(Stored data)
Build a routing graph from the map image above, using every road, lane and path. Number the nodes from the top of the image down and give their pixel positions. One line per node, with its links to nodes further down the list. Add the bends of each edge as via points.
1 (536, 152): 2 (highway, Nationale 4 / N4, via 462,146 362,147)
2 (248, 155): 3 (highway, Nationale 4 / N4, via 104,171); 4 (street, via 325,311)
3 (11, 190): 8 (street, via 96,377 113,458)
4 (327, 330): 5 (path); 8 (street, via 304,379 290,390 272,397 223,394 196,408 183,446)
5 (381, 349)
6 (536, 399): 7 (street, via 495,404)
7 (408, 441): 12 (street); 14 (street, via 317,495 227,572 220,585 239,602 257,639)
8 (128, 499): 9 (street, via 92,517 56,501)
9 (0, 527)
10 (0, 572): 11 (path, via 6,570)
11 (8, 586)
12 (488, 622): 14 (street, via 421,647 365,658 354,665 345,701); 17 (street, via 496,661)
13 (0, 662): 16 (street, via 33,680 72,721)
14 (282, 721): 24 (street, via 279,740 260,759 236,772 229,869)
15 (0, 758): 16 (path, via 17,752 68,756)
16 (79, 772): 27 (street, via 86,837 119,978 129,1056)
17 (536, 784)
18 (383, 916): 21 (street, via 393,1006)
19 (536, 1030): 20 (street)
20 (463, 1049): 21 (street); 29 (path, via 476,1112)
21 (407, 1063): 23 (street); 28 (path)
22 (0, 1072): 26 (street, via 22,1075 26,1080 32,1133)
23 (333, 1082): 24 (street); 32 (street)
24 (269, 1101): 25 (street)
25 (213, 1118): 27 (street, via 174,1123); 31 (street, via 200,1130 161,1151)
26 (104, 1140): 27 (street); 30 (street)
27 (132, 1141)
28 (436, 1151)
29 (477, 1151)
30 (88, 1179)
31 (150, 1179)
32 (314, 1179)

> **Exercise brief**
Exactly how many lines of the records above contain "highway"? Please state only the number.

> **Task output**
2